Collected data
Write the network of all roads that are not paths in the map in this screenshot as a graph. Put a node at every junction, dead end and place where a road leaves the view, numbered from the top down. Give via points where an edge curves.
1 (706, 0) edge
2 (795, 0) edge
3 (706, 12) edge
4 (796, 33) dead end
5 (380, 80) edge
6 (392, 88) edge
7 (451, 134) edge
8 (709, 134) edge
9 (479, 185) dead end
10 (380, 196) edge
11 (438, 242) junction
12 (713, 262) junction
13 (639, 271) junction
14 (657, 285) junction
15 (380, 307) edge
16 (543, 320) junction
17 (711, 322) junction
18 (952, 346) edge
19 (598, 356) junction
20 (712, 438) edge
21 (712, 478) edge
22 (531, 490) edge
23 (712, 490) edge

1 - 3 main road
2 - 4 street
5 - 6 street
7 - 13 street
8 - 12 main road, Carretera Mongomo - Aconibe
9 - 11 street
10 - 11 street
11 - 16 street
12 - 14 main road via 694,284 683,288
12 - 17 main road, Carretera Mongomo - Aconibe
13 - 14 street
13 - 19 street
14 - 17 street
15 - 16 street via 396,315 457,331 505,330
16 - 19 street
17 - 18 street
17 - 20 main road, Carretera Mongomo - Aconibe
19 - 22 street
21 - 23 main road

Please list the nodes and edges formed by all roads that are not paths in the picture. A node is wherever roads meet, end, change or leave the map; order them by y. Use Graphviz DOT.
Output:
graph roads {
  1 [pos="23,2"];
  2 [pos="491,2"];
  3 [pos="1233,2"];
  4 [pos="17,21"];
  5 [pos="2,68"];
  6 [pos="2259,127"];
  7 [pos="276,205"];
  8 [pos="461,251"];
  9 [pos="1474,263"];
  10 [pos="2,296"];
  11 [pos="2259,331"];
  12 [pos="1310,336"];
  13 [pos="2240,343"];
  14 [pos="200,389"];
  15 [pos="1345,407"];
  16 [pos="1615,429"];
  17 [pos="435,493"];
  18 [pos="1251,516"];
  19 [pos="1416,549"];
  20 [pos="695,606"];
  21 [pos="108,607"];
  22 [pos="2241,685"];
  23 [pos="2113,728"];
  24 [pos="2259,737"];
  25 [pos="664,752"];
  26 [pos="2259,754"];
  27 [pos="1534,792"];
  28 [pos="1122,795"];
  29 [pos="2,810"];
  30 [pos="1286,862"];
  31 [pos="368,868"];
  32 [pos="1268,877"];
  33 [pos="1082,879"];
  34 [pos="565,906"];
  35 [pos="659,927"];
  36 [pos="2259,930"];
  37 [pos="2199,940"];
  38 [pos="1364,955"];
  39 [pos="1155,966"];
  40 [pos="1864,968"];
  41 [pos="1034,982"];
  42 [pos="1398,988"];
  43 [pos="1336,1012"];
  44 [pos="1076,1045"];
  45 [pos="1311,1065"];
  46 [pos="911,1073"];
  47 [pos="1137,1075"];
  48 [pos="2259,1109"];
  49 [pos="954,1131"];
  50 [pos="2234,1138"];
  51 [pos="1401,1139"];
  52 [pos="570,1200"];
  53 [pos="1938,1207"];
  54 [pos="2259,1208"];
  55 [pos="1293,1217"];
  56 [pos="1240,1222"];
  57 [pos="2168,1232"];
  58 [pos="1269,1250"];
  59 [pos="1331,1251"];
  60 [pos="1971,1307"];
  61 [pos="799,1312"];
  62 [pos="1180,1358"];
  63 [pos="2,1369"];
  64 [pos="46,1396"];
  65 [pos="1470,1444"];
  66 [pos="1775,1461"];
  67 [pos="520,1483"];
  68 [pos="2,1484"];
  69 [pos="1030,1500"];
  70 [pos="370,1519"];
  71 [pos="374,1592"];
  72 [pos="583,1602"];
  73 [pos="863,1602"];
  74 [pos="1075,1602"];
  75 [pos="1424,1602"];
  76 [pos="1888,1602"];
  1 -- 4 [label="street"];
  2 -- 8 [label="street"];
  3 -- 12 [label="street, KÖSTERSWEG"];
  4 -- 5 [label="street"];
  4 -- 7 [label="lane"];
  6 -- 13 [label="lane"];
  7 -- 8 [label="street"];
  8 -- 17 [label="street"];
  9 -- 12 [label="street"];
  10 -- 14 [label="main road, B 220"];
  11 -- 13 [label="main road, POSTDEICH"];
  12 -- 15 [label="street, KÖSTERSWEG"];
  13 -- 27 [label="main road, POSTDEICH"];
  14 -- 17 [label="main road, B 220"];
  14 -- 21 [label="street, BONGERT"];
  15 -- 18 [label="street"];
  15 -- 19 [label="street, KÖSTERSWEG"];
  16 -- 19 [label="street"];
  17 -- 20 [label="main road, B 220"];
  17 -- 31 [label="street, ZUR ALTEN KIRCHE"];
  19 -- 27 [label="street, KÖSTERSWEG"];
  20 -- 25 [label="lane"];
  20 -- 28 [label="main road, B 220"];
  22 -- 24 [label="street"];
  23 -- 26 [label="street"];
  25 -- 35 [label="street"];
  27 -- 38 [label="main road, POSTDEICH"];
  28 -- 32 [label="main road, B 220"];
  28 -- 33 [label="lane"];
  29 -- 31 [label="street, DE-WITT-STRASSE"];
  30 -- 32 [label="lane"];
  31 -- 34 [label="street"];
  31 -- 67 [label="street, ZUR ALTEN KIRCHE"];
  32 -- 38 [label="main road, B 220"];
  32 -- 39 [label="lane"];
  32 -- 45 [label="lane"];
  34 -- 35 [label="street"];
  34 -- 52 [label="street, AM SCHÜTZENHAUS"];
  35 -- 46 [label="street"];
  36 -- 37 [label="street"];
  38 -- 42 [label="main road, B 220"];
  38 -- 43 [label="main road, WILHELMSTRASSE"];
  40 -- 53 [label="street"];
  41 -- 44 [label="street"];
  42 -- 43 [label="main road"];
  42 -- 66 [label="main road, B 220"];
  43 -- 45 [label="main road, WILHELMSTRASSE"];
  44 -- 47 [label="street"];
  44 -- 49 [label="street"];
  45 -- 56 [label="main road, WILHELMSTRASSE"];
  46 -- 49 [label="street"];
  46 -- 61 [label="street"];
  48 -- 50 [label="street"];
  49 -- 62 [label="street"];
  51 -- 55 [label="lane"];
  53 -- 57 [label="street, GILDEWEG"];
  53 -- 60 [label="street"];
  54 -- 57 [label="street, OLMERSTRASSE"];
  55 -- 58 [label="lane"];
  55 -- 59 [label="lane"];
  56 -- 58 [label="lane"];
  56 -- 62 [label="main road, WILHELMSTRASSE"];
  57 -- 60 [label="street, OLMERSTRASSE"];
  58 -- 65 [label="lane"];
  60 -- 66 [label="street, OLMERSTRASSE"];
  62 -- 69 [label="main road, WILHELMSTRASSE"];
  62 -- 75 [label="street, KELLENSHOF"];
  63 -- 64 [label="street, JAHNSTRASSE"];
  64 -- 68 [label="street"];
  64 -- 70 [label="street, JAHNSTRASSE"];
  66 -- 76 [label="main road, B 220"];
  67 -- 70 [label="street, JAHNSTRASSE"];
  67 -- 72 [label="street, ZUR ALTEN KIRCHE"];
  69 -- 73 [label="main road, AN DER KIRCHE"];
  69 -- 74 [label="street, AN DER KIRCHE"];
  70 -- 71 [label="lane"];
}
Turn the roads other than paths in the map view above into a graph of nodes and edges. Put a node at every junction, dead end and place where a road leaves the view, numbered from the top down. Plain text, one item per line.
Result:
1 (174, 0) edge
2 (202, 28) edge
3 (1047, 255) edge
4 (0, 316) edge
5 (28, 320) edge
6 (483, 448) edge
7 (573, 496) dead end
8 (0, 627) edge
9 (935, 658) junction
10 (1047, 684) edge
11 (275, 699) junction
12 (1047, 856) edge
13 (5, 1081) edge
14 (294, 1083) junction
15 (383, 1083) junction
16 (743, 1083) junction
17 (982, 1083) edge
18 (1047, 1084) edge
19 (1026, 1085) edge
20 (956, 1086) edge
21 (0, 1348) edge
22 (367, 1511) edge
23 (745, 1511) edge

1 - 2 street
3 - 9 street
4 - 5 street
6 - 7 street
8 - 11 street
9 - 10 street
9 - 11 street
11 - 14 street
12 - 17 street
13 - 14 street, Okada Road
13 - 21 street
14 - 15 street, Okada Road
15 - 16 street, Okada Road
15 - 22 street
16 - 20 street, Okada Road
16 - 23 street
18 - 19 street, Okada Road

## TASK REQUIREMENTS
Could you write out exactly the lines above, starting at the first one and ending with the line that has "Please list the"?

## RESPONSE FOR THIS EXERCISE
Write the network of all roads that are not paths in the map in this screenshot as a graph. Put a node at every junction, dead end and place where a road leaves the view, numbered from the top down. Give via points where an edge curves.
1 (706, 0) edge
2 (795, 0) edge
3 (706, 12) edge
4 (796, 33) dead end
5 (380, 80) edge
6 (392, 88) edge
7 (451, 134) edge
8 (709, 134) edge
9 (479, 185) dead end
10 (380, 196) edge
11 (438, 242) junction
12 (713, 262) junction
13 (639, 271) junction
14 (657, 285) junction
15 (380, 307) edge
16 (543, 320) junction
17 (711, 322) junction
18 (952, 346) edge
19 (598, 356) junction
20 (712, 438) edge
21 (712, 478) edge
22 (531, 490) edge
23 (712, 490) edge

1 - 3 main road
2 - 4 street
5 - 6 street
7 - 13 street
8 - 12 main road, Carretera Mongomo - Aconibe
9 - 11 street
10 - 11 street
11 - 16 street
12 - 14 main road via 694,284 683,288
12 - 17 main road, Carretera Mongomo - Aconibe
13 - 14 street
13 - 19 street
14 - 17 street
15 - 16 street via 396,315 457,331 505,330
16 - 19 street
17 - 18 street
17 - 20 main road, Carretera Mongomo - Aconibe
19 - 22 street
21 - 23 main road

Please list the nodes and edges formed by all roads that are not paths in the picture. A node is wherever roads meet, end, change or leave the map; order them by y. Use Graphviz DOT.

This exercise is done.